Sea-Land Service, Inc. v. Connor

Decision Date04 June 1969
Docket NumberNo. 22140.,22140.
Citation418 F.2d 1142
PartiesSEA-LAND SERVICE, INC., Appellant, v. John T. CONNOR et al., Appellees.
CourtU.S. Court of Appeals — District of Columbia Circuit

Mr. Edward M. Shea, Washington, D. C., with whom Mr. John Mason, Washington, D. C., was on the brief, for appellant.

Mr. Leavenworth Colby, Atty., Department of Justice, with whom Asst. Atty. Gen. Edwin L. Weisl, Jr., at the time the brief was filed, Messrs. David G. Bress, U. S. Atty., at the time the brief was filed, and John C. Eldridge, Washington, D. C., Attorney for appellee Connor and certain other appellees.

Mr. Richard W. Kurrus, Washington, D. C., with whom Mr. James N. Jacobi, Washington, D. C., was on the brief, for appellee American Export Isbrandtsen Lines, Inc.

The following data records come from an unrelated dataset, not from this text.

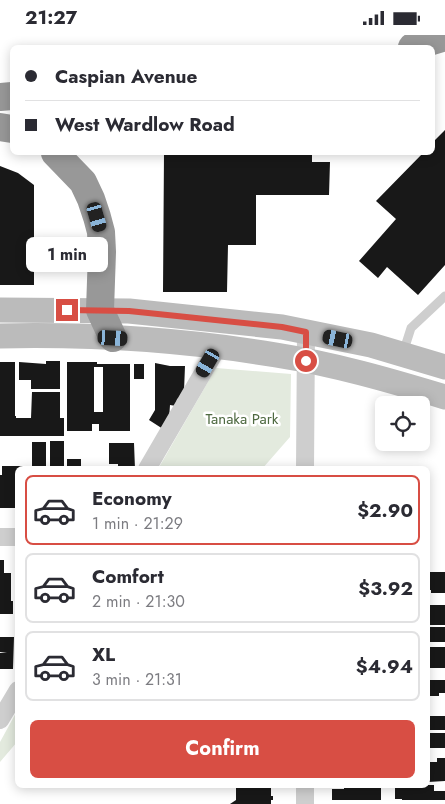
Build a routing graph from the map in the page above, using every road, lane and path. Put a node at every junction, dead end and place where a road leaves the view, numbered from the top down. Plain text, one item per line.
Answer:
1 (445, 37) edge
2 (419, 45) edge
3 (58, 155) edge
4 (445, 296) edge
5 (0, 310) edge
6 (100, 310) junction
7 (306, 332) junction
8 (0, 336) edge
9 (113, 338) junction
10 (218, 347) junction
11 (403, 355) junction
12 (306, 361) junction
13 (445, 367) edge
14 (445, 397) edge
15 (149, 466) edge
16 (305, 466) edge
17 (0, 537) edge
18 (15, 537) edge
19 (15, 695) edge
20 (0, 720) edge
21 (305, 788) edge
22 (305, 804) edge

1 - 2 highway
3 - 6 highway
4 - 11 lane
5 - 6 main road
6 - 7 main road
6 - 9 highway
7 - 11 main road
7 - 12 street
8 - 9 main road
9 - 10 main road
10 - 12 main road
10 - 15 street
11 - 13 main road
12 - 14 main road
12 - 16 street
17 - 18 street
19 - 20 street
21 - 22 street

Before McGOWAN, TAMM and LEVENTHAL, Circuit Judges.

TAMM, Circuit Judge:

Since approximately seventy percent of the world's surface is covered by water and since possibly more than seventy percent of this country's foreign trade is carried, at some time, in the holds or on the decks of water-borne carriers and further, since this country is constantly striving to have the finest fleet of merchant ships, Congress, in 1936, enacted the Merchant Marine Act as the vehicle to provide for a sufficient service in shipping, a back-up force for national defense, an opportunity opened only to United States' citizen-entrepreneurs and the best, safest and grandest fleet in the world. To implement these ends Congress saw fit to establish the United States Maritime Commission, 46 U.S.C. § 1111 et seq. (1964), as its regulatory arm. That organ worked to make our merchant marine fleet capable of competing with foreign flag vessels by extending government aid, in the form of subsidies, to insure the viability of the more costly American-flag shipping. In 1961, pursuant to Reorganization Plan No. 7, 75 Stat. 840, as amended, the area of economic assistance in this field was thereafter overseen by the Secretary of Commerce, the Maritime Administration and the Maritime Subsidy Board (hereinafter collectively known as the "Secretary"). The Secretary, when acting in this area, must adhere to the pertinent sections of the Merchant Marine Act or find itself out of step with the law. It is the position of the appellant that such imprecision with the law by the Secretary, in violating certain procedural requirements of notice of application for subsidy, is cause for reversal of the district court's affirmance of the Secretary's action. We are in accord with that position and reverse the implicit finding of lawful conformance by the trial court in its grant of summary judgment to the appellee.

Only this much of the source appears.